Write out the listing again, exactly as it appears below.

**SUPPLIED DATA:**
┄┄┄┄┄┄
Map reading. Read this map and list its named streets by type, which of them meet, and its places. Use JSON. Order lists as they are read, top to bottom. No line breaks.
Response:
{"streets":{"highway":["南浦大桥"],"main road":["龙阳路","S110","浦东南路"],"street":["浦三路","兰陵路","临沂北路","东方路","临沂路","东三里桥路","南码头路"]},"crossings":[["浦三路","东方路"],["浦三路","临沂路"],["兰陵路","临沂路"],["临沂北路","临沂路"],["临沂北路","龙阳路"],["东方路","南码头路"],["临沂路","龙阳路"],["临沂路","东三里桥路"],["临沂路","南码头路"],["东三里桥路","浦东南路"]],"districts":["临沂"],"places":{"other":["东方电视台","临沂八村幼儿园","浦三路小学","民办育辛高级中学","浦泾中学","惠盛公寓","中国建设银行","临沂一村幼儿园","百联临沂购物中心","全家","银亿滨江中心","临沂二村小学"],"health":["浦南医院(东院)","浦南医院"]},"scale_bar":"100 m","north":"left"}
┄┄┄┄┄┄
**FINISHED TASK:**
Map reading. Read this map and list its named streets by type, which of them meet, and its places. Use JSON. Order lists as they are read, top to bottom. No line breaks.
Response:
{"streets":{"highway":["南浦大桥"],"main road":["龙阳路","S110","浦东南路"],"street":["浦三路","兰陵路","临沂北路","东方路","临沂路","东三里桥路","南码头路"]},"crossings":[["浦三路","东方路"],["浦三路","临沂路"],["兰陵路","临沂路"],["临沂北路","临沂路"],["临沂北路","龙阳路"],["东方路","南码头路"],["临沂路","龙阳路"],["临沂路","东三里桥路"],["临沂路","南码头路"],["东三里桥路","浦东南路"]],"districts":["临沂"],"places":{"other":["东方电视台","临沂八村幼儿园","浦三路小学","民办育辛高级中学","浦泾中学","惠盛公寓","中国建设银行","临沂一村幼儿园","百联临沂购物中心","全家","银亿滨江中心","临沂二村小学"],"health":["浦南医院(东院)","浦南医院"]},"scale_bar":"100 m","north":"left"}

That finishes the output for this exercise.